Démantèlement d’un réseau de trafic maritime en Europe

Une opération coordonnée par Europol a conduit au démantèlement d’un réseau criminel impliqué dans la fourniture de matériel nautique pour des traversées clandestines de la Manche. Annoncée le 25 mars, cette intervention a permis d’interpeller 21 personnes dans plusieurs pays européens.
Un réseau structuré à l’échelle européenne
Les forces de l’ordre de plusieurs pays, dont la France, la Belgique, l’Allemagne, les Pays-Bas et le Royaume-Uni, ont collaboré pour mettre fin à cette organisation criminelle. Selon les informations rapportées, le réseau fournissait des embarcations aux passeurs opérant sur le littoral nord de la France. Le matériel, fabriqué en Asie, transitaient par la Turquie avant d’être acheminé vers l’Allemagne, où il était stocké dans des entrepôts.
Des kits complets pour les traversées clandestines
Les enquêteurs ont découvert que le réseau proposait des kits complets, comprenant une embarcation et divers équipements essentiels tels que des chambres à air, des moteurs, des pompes et des jerricans d’essence. Ces kits étaient vendus aux réseaux de passeurs pour un prix avoisinant les 10 000 euros, récupérés en Allemagne ou livrés en France.

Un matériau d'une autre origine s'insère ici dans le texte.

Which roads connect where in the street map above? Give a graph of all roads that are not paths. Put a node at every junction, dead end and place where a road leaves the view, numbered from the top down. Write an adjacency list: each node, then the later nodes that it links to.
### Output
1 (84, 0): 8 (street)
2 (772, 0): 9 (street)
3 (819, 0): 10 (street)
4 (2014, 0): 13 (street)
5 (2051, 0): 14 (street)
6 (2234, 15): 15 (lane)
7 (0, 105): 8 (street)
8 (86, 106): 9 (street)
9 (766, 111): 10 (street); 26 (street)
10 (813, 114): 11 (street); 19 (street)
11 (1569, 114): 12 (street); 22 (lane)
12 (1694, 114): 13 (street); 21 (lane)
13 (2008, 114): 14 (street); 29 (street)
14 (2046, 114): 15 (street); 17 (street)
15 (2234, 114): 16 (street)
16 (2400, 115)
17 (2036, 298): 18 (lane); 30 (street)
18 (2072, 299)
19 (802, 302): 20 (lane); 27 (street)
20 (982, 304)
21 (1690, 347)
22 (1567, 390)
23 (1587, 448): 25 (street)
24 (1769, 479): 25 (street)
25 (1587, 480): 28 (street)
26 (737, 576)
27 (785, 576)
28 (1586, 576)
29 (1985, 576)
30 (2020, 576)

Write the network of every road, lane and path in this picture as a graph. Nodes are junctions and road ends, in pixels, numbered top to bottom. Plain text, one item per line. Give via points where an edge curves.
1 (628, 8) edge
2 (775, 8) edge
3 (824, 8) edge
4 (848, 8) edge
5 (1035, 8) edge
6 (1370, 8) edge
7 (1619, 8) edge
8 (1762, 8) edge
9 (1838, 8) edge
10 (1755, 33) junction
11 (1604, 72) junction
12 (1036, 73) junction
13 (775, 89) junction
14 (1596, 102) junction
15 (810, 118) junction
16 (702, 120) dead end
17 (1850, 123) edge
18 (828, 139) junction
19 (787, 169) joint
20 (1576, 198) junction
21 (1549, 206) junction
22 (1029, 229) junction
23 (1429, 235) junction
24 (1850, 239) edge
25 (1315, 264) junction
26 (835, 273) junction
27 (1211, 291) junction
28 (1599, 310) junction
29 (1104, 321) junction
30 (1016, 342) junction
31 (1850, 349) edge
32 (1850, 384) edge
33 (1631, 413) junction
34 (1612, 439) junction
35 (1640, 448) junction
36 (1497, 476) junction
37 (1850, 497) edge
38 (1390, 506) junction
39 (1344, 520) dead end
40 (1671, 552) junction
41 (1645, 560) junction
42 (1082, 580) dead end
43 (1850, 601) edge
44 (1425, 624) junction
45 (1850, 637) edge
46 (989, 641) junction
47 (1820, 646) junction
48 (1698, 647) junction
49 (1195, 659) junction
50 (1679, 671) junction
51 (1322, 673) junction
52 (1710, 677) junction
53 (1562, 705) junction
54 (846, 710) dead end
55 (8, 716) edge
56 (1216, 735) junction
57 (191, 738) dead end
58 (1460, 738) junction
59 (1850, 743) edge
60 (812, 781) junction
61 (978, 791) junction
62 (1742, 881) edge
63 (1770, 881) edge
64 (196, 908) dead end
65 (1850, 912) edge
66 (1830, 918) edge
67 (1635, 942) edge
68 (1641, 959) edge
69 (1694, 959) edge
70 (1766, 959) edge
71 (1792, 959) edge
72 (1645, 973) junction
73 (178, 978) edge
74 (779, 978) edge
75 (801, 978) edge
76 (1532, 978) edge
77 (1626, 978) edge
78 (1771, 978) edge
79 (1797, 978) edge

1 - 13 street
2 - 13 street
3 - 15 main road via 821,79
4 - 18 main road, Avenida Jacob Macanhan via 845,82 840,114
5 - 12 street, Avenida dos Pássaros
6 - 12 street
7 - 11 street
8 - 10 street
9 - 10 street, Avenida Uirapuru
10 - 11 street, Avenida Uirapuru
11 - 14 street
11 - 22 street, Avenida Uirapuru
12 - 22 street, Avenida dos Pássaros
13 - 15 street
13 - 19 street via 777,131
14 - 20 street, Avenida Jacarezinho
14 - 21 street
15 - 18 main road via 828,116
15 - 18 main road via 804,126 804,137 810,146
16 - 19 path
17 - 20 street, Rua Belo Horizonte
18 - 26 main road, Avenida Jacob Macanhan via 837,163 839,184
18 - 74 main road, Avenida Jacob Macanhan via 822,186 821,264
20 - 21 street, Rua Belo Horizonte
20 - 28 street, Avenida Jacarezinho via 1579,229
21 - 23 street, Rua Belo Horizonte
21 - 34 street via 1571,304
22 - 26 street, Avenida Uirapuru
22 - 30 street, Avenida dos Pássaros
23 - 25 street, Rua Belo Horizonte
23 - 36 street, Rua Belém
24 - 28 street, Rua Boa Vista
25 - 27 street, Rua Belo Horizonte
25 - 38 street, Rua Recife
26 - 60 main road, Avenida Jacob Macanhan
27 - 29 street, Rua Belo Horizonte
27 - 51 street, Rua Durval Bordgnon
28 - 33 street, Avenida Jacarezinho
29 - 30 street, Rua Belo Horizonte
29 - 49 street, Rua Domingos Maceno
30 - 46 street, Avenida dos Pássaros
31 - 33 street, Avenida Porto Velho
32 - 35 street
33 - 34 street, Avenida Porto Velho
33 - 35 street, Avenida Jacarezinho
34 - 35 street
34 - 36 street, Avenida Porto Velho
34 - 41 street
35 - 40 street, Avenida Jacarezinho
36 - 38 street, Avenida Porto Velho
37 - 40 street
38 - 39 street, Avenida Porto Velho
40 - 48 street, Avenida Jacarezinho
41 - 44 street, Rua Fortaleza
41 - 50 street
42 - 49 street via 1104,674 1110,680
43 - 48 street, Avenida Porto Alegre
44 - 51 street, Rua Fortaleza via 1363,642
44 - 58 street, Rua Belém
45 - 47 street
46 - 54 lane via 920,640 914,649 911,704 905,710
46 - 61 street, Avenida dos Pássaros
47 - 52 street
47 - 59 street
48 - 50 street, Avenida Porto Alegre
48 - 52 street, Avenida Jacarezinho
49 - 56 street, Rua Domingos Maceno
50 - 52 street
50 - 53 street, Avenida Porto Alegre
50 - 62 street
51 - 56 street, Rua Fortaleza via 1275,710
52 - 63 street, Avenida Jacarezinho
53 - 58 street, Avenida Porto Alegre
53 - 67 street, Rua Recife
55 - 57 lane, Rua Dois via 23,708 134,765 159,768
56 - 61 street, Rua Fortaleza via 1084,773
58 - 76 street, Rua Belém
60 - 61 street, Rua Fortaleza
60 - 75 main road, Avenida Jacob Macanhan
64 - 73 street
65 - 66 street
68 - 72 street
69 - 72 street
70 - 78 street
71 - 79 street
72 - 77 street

Des arrestations et des saisies significatives
Au cours de l’opération, 21 individus ont été arrêtés, dont quatre organisateurs de nationalité syrienne. Les autorités ont également saisi 11 bateaux, un moteur, du matériel nautique, des armes, des lingots d’or, plus de 30 appareils électroniques et près de 60 000 euros en espèces.
Une coopération internationale renforcée
Le parquet fédéral belge a salué cette opération, soulignant l’importance de la coopération entre les États pour lutter contre le trafic de migrants. Chaque interception contribue à éviter des traversées dangereuses et réduit la pression sur les services français.
Création d’un Centre européen contre le trafic de migrants
Europol a annoncé la mise en place d’un nouveau dispositif, le Centre européen dédié à la lutte contre le trafic de migrants (ECAMS). Ce centre se concentrera sur l’analyse de données, les enquêtes OSINT et le suivi des flux financiers criminels. Selon Catherine De Bolle, ce dispositif renforcera la coordination entre les États européens pour démanteler les réseaux criminels à grande échelle.
Le trafic de migrants demeure une forme grave de criminalité organisée, souvent tragique, nécessitant une réponse collective et efficace des pays européens.